Friday, January 24, 2014

I still get sad sometimes, and that's okay.


Photo attribution here.
I spent a lot of my childhood riding in the back seat of a car, watching the road--quietly contemplative. Speeding along the freeway I would watch as the pavement holding us would silently split into two lanes--one with a brand new destination. We'd cruise along, parallel with the new road. Two that had been made from one. I'd watch as the new road rose or sank, then took its own turn and silently peeled away from us and disappeared from my view. I'd wonder then for a moment where that road went and how it could disappear, so smooth and silent. When I think about The Mr. now, I think about the roads. One road split into two, silently going their own ways.

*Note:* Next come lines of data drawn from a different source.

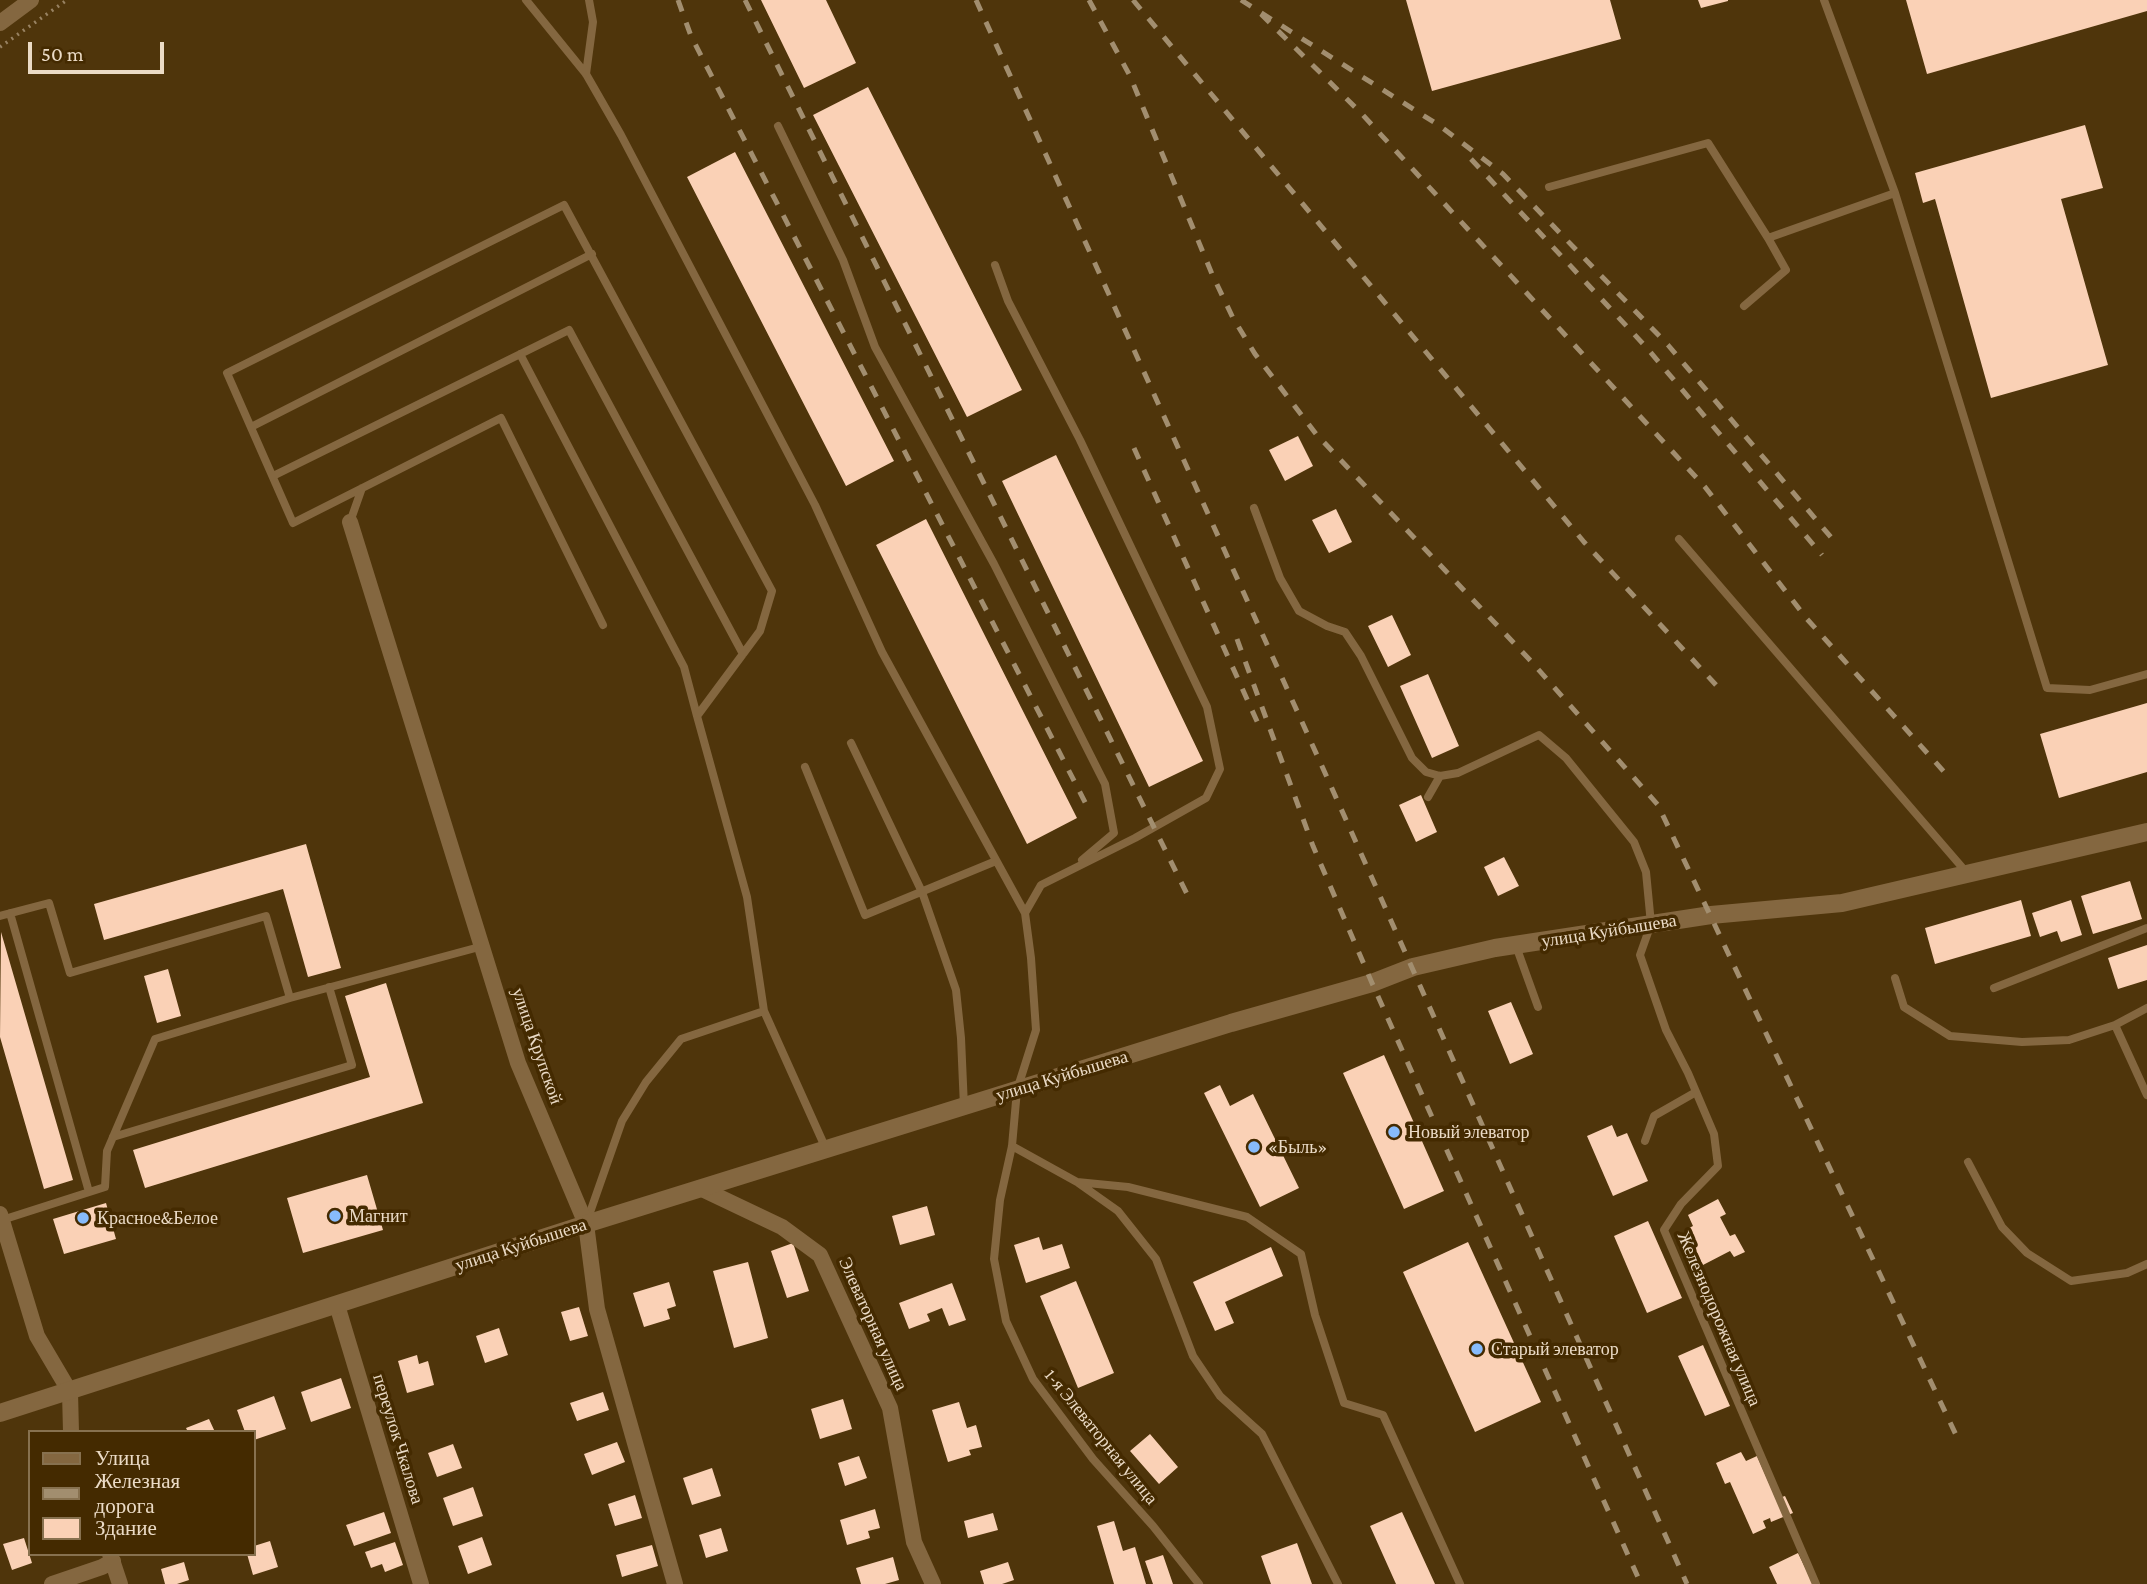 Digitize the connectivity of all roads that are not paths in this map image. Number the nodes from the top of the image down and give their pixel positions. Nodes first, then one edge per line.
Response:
1 (31, 0) edge
2 (526, 0) edge
3 (589, 0) edge
4 (1824, 0) edge
5 (0, 23) edge
6 (586, 74) junction
7 (778, 126) dead end
8 (1549, 187) dead end
9 (1895, 193) junction
10 (1768, 238) junction
11 (592, 254) junction
12 (995, 265) dead end
13 (1744, 306) dead end
14 (520, 354) junction
15 (251, 427) junction
16 (272, 476) junction
17 (362, 488) junction
18 (1254, 508) dead end
19 (350, 522) joint
20 (1679, 538) dead end
21 (603, 625) dead end
22 (743, 654) junction
23 (2147, 674) edge
24 (697, 716) junction
25 (851, 743) dead end
26 (805, 767) dead end
27 (1440, 776) junction
28 (1428, 797) dead end
29 (2147, 832) edge
30 (996, 861) junction
31 (1075, 867) junction
32 (1968, 875) junction
33 (922, 892) junction
34 (1024, 913) junction
35 (10, 914) junction
36 (0, 916) edge
37 (1651, 924) junction
38 (2147, 928) edge
39 (483, 946) junction
40 (1517, 946) junction
41 (1895, 978) dead end
42 (329, 987) junction
43 (1994, 988) dead end
44 (290, 998) junction
45 (1538, 1007) dead end
46 (2147, 1008) edge
47 (764, 1011) junction
48 (2115, 1026) junction
49 (1017, 1090) junction
50 (1696, 1092) junction
51 (2147, 1095) edge
52 (964, 1107) junction
53 (113, 1137) junction
54 (1645, 1141) dead end
55 (1012, 1146) junction
56 (826, 1149) junction
57 (1968, 1162) dead end
58 (1076, 1182) junction
59 (700, 1188) junction
60 (89, 1192) junction
61 (1, 1217) edge
62 (586, 1224) junction
63 (2147, 1264) edge
64 (337, 1305) junction
65 (70, 1392) junction
66 (0, 1413) edge
67 (71, 1430) edge
68 (112, 1558) edge
69 (52, 1584) edge
70 (120, 1584) edge
71 (421, 1584) edge
72 (675, 1584) edge
73 (933, 1584) edge
74 (1199, 1584) edge
75 (1338, 1584) edge
76 (1460, 1584) edge
77 (1816, 1584) edge

1 - 5 street
2 - 6 lane, 1-я Элеваторная улица
3 - 6 lane
4 - 9 lane
6 - 30 lane, 1-я Элеваторная улица
7 - 31 lane
8 - 10 lane
9 - 10 lane
9 - 23 lane
10 - 13 lane
11 - 15 lane
11 - 15 lane
11 - 22 lane
12 - 31 lane
14 - 16 lane
14 - 22 lane
14 - 24 lane
15 - 16 lane
16 - 17 lane
17 - 19 lane
17 - 21 lane
18 - 27 lane
19 - 39 street, улица Крупской
20 - 32 lane
22 - 24 lane
24 - 47 lane
25 - 33 lane
26 - 33 lane
27 - 28 lane
27 - 37 lane, Железнодорожная улица
29 - 32 street, улица Куйбышева
30 - 33 lane
30 - 34 lane, 1-я Элеваторная улица
31 - 34 lane
32 - 37 street, улица Куйбышева
33 - 52 lane
34 - 49 lane, 1-я Элеваторная улица
35 - 36 lane
35 - 44 lane
35 - 60 lane
37 - 40 street, улица Куйбышева
37 - 50 lane, Железнодорожная улица
38 - 43 lane
39 - 42 lane
39 - 62 street, улица Крупской
40 - 45 lane
40 - 49 street, улица Куйбышева
41 - 48 lane
42 - 44 lane
42 - 53 lane
44 - 53 lane
46 - 48 lane
47 - 56 lane
47 - 62 lane
48 - 51 lane
49 - 52 street, улица Куйбышева
49 - 55 lane, 1-я Элеваторная улица
50 - 54 lane
50 - 77 lane, Железнодорожная улица
52 - 56 street, улица Куйбышева
53 - 60 lane
55 - 58 lane
55 - 74 lane, 1-я Элеваторная улица
56 - 59 street, улица Куйбышева
57 - 63 lane
58 - 75 lane
58 - 76 lane
59 - 62 street, улица Куйбышева
59 - 73 street, Элеваторная улица
60 - 61 lane
61 - 65 street
62 - 64 street, улица Куйбышева
62 - 72 street, улица Крупской
64 - 65 street, улица Куйбышева
64 - 71 street, переулок Чкалова
65 - 66 street, улица Куйбышева
65 - 67 street
68 - 69 street
68 - 70 street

When I first got back into classes here in Hawaii I was completely immersed in the healing that comes with creativity. Particularly there was a drawing class that took all the time, attention and focus I could afford it. I loved it. My professor was excellent in pointing out where I was going wrong and teaching me how to fix it. I marveled at the return I got on my artistic investment over those few short months.

In this class an interesting thing would sometimes happen. I'd be so lost in trying to capture the core shadow on the sphere I was drawing that I probably morphed into a full on mouth breather and didn't even know it. The kind of concentration it takes when you are first learning this stuff is nigh unto Jedi Master in training concentration. I'd be full on in the throws of mastering the force of my charcoal pencil when all of a sudden, a still frame from my former life would flash through the feature film of Frowfrow Goes Back to College and Loves It. It was such an unexpected juxtaposition that the first time it happened it almost knocked me over--it was so dizzyingly disorienting.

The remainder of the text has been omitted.